*Exercise objective*: Scan the listing below for "JÅTTÅVEIEN", then report every line that has it.
Records provided Start Marker
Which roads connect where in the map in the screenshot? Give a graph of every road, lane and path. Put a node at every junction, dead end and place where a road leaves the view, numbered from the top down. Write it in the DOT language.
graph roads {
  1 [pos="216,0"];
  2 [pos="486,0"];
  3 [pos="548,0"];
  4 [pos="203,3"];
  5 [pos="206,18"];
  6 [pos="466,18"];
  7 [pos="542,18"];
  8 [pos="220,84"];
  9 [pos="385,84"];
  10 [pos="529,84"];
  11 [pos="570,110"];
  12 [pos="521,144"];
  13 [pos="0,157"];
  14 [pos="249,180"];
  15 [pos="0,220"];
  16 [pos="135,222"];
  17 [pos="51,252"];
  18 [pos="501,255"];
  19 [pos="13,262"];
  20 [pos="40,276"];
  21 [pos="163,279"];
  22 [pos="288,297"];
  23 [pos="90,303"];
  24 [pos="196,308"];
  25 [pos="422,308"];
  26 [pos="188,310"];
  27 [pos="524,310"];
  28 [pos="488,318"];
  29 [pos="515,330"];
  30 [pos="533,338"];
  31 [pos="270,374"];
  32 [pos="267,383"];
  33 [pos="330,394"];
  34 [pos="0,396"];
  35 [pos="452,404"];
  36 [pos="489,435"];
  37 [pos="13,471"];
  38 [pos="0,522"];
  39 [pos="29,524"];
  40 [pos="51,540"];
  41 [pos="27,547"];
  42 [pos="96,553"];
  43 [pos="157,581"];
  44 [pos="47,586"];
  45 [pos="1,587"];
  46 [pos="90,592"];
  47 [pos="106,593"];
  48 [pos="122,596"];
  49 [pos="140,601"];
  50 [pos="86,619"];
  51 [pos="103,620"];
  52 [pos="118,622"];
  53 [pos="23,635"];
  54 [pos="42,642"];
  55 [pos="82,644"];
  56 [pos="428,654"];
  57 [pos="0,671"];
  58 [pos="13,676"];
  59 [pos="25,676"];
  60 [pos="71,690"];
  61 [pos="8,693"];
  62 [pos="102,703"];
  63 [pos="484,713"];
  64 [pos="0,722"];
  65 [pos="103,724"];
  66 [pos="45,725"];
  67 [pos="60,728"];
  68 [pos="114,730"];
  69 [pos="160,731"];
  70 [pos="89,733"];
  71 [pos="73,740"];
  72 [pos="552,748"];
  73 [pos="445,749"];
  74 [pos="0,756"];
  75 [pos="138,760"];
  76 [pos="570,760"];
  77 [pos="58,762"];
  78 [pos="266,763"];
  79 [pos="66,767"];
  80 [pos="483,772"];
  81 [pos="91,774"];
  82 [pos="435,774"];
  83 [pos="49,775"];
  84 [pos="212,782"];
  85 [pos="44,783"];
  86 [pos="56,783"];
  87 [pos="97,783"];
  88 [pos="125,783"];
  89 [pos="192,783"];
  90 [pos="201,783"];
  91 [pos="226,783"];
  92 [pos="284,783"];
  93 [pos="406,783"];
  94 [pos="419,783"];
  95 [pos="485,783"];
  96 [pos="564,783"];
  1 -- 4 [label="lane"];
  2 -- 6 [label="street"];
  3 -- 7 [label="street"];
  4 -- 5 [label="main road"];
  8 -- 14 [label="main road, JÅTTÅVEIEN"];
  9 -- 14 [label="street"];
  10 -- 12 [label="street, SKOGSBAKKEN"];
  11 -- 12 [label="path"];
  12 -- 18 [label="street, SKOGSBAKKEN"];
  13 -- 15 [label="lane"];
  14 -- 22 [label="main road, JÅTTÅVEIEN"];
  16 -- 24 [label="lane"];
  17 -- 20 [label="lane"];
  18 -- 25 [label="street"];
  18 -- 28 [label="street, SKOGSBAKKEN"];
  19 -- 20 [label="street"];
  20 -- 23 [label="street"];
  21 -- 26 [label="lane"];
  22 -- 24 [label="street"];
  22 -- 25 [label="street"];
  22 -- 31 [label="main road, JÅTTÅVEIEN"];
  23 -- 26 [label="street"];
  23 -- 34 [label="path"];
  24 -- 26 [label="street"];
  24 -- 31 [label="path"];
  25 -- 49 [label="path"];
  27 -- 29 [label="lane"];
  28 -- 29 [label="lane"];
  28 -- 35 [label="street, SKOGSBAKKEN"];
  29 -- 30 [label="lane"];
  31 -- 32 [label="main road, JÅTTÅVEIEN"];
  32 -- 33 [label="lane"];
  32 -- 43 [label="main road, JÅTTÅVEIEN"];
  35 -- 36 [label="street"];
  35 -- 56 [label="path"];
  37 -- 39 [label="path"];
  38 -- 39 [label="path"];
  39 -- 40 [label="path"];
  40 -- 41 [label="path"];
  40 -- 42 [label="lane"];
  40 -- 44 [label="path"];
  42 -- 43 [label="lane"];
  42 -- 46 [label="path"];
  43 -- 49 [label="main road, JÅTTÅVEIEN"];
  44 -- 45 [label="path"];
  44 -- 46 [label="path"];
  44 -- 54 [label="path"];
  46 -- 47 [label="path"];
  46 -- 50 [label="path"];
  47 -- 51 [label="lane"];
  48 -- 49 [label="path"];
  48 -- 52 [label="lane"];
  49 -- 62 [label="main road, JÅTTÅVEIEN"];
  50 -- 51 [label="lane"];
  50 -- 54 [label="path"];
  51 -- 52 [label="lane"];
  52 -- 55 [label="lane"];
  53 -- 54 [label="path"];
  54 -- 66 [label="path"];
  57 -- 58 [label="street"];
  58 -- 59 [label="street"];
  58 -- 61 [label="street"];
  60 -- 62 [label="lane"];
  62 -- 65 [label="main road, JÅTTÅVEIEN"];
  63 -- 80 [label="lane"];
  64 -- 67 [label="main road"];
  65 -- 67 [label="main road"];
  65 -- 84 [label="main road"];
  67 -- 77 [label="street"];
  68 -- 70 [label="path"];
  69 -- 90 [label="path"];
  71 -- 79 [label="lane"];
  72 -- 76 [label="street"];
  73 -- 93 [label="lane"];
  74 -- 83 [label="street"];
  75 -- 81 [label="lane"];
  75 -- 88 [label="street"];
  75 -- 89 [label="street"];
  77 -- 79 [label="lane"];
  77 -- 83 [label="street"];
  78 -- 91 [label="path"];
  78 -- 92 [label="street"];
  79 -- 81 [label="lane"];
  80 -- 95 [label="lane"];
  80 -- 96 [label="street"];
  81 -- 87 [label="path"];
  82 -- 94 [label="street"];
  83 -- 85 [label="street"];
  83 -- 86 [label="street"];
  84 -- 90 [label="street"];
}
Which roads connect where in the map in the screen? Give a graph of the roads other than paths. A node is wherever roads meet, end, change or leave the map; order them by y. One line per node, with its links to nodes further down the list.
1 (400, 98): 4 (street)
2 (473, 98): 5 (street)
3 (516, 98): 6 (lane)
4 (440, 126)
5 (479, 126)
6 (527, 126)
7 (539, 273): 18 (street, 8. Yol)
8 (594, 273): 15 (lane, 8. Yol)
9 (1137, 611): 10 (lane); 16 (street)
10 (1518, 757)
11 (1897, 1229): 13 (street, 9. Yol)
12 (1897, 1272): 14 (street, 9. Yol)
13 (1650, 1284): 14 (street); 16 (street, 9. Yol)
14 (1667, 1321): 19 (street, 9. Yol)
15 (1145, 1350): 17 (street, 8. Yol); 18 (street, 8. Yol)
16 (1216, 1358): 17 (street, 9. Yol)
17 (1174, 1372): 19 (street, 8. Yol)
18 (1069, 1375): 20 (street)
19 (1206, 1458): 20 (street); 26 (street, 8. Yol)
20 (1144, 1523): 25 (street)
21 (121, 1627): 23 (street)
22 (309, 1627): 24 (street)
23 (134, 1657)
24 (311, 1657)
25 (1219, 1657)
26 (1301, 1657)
Records provided End Marker
*Answer for the task*:
  8 -- 14 [label="main road, JÅTTÅVEIEN"];
  14 -- 22 [label="main road, JÅTTÅVEIEN"];
  22 -- 31 [label="main road, JÅTTÅVEIEN"];
  31 -- 32 [label="main road, JÅTTÅVEIEN"];
  32 -- 43 [label="main road, JÅTTÅVEIEN"];
  43 -- 49 [label="main road, JÅTTÅVEIEN"];
  49 -- 62 [label="main road, JÅTTÅVEIEN"];
  62 -- 65 [label="main road, JÅTTÅVEIEN"];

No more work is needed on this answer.